● **TASK DESCRIPTION**: The records below are to be written out again, exactly as they appear.
───── RECORDS FOR THIS TASK
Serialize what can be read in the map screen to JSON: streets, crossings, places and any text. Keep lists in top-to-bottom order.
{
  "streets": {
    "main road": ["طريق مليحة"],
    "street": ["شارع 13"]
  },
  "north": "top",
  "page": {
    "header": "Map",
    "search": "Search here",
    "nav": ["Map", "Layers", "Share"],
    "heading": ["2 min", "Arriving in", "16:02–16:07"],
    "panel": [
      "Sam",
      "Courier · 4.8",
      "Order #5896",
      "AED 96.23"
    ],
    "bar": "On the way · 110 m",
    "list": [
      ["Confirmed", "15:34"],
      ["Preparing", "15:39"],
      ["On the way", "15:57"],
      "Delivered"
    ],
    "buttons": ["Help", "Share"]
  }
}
──────────
● **RESPONSE AREA**:
Serialize what can be read in the map screen to JSON: streets, crossings, places and any text. Keep lists in top-to-bottom order.
{
  "streets": {
    "main road": ["طريق مليحة"],
    "street": ["شارع 13"]
  },
  "north": "top",
  "page": {
    "header": "Map",
    "search": "Search here",
    "nav": ["Map", "Layers", "Share"],
    "heading": ["2 min", "Arriving in", "16:02–16:07"],
    "panel": [
      "Sam",
      "Courier · 4.8",
      "Order #5896",
      "AED 96.23"
    ],
    "bar": "On the way · 110 m",
    "list": [
      ["Confirmed", "15:34"],
      ["Preparing", "15:39"],
      ["On the way", "15:57"],
      "Delivered"
    ],
    "buttons": ["Help", "Share"]
  }
}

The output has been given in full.